● **Work instructions**
Give only the number of lines below that contain the word "Marchand".

====== Input for this task ======

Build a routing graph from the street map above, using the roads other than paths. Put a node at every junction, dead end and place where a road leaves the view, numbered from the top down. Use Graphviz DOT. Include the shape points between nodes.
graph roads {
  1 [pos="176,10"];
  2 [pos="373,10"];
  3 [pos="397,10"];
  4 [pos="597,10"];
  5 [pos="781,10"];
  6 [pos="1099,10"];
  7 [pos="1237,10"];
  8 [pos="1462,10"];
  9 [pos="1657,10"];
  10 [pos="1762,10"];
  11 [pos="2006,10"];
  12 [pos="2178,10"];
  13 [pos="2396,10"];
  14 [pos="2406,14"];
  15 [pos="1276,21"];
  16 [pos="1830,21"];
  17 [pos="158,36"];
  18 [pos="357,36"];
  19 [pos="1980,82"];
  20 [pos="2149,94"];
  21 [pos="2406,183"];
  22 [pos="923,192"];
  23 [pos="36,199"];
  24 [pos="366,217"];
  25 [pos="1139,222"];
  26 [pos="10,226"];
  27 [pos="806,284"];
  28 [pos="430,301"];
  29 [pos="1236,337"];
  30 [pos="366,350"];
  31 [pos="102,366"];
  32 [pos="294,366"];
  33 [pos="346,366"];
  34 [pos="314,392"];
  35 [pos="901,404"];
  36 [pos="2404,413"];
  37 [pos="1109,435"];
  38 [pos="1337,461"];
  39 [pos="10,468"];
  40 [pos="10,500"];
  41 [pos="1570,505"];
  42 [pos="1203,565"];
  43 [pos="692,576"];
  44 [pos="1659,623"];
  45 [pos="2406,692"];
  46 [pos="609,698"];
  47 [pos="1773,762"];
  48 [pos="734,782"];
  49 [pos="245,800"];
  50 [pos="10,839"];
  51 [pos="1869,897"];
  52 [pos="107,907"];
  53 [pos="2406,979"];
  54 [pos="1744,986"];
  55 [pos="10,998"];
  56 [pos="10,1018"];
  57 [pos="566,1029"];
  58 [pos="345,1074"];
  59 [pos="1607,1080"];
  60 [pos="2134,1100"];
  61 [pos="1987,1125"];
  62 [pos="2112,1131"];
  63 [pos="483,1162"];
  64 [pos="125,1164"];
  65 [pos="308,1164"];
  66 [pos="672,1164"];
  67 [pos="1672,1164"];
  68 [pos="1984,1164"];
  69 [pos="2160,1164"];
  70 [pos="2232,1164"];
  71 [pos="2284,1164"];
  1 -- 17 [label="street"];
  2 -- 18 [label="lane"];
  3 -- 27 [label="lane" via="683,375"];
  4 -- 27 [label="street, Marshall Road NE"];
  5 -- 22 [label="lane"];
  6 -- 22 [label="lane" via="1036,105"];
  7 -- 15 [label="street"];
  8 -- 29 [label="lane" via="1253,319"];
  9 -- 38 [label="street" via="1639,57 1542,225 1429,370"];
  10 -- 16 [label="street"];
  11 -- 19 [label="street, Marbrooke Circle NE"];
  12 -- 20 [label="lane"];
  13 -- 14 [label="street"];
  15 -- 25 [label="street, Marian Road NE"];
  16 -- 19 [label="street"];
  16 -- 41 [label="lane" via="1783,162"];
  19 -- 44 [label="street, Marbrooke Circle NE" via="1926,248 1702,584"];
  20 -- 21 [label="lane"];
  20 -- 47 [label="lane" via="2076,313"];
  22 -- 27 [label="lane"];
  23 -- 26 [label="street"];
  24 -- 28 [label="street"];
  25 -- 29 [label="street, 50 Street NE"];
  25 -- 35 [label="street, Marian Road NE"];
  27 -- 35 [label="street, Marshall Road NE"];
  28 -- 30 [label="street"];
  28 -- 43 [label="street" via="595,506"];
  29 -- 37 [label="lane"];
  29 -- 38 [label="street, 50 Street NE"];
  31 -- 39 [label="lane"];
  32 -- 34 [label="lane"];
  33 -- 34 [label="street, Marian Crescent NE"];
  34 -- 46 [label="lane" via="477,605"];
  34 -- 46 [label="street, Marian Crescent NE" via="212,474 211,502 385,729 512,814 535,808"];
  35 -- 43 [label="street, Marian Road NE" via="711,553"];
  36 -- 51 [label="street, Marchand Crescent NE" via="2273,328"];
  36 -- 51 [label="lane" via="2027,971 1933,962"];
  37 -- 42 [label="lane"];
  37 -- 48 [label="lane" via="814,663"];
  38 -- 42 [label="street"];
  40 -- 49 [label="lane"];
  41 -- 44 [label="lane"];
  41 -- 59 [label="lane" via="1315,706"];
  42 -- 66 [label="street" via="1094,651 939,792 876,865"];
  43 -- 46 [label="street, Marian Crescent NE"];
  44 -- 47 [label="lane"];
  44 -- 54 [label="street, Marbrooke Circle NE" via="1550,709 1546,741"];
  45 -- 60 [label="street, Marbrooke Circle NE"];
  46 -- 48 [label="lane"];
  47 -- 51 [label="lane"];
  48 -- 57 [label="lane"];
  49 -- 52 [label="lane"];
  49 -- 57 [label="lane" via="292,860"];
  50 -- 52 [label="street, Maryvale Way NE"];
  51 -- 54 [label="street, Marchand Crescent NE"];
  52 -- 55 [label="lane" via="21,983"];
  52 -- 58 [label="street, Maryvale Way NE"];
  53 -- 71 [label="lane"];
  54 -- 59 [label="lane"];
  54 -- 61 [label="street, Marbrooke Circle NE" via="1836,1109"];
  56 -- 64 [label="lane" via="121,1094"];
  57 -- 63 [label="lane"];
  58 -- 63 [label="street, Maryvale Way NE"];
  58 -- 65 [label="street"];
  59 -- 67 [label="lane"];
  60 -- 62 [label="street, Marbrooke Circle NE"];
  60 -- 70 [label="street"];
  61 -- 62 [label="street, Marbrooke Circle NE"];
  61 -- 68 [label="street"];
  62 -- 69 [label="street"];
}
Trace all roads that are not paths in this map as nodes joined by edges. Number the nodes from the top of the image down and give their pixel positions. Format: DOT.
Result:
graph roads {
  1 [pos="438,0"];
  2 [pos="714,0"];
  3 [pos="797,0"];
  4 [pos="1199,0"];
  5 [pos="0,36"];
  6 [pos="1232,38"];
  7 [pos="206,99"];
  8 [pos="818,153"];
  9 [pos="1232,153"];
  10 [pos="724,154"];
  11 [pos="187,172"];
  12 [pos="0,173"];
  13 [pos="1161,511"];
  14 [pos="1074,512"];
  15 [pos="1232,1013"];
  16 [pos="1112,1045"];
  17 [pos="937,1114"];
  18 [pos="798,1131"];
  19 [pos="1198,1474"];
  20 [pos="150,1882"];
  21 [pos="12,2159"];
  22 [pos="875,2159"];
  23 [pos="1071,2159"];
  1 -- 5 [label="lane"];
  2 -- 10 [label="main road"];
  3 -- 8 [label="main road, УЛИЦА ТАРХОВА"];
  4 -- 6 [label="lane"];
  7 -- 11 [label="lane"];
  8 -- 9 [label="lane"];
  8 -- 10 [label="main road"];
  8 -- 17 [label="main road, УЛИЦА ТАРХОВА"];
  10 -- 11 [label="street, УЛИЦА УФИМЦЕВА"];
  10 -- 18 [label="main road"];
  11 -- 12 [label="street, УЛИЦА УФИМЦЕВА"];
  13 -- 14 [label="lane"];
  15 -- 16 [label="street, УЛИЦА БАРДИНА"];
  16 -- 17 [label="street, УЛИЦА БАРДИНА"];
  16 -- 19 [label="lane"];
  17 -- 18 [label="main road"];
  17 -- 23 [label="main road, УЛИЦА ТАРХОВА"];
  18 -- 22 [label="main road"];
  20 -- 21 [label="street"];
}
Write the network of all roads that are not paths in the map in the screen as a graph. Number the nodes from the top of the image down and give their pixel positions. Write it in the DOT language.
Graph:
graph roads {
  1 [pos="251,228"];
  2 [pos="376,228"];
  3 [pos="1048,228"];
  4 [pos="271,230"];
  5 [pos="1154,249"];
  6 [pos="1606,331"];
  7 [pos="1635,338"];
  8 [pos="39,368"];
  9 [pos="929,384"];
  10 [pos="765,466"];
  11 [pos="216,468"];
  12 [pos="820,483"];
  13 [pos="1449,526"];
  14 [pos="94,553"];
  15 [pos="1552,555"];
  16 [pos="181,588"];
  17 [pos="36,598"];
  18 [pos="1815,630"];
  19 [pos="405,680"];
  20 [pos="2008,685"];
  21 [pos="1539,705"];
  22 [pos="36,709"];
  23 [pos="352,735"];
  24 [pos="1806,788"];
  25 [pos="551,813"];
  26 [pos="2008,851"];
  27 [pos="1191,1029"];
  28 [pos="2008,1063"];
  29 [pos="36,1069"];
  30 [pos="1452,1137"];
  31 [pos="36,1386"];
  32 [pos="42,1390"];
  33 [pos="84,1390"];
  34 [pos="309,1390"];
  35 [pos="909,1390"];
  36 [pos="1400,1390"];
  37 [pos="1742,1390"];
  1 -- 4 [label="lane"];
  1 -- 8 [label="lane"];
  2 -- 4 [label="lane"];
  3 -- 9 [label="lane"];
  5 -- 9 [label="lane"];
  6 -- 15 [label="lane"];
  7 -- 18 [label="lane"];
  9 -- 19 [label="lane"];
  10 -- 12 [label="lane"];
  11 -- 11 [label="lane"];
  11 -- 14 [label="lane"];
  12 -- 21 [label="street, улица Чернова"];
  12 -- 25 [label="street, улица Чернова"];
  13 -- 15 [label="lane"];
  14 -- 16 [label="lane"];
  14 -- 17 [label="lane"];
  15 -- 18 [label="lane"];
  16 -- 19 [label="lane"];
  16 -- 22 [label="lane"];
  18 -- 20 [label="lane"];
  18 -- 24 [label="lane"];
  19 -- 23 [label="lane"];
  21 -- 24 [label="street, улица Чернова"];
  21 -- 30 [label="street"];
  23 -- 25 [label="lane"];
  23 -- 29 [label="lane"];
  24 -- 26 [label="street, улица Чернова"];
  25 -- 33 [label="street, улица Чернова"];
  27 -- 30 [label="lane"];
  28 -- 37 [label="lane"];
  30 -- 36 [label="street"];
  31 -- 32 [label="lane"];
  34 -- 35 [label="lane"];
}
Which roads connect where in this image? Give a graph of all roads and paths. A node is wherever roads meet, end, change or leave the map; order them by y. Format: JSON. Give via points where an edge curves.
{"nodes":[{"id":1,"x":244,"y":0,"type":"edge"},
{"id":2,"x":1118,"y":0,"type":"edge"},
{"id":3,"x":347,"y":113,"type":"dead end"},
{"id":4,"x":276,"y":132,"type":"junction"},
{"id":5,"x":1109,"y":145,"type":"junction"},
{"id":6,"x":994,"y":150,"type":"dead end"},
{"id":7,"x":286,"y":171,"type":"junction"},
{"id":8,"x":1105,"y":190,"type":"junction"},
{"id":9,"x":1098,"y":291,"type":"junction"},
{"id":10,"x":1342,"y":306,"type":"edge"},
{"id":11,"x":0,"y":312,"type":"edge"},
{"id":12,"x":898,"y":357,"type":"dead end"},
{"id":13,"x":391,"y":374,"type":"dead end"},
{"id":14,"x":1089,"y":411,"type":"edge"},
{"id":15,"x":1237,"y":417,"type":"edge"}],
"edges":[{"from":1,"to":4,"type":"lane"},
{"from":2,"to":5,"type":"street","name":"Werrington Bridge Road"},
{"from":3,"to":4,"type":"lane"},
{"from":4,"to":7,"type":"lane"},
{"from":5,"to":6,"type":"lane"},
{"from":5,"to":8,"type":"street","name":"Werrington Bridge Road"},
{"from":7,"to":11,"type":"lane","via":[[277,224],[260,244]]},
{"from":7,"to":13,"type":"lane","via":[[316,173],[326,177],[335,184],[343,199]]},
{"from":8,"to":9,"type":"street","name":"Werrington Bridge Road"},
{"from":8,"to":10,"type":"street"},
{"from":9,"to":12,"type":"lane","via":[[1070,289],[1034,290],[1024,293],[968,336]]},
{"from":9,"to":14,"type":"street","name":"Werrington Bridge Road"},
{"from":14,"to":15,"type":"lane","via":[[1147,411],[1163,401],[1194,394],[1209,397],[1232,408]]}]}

======

● **Response**
2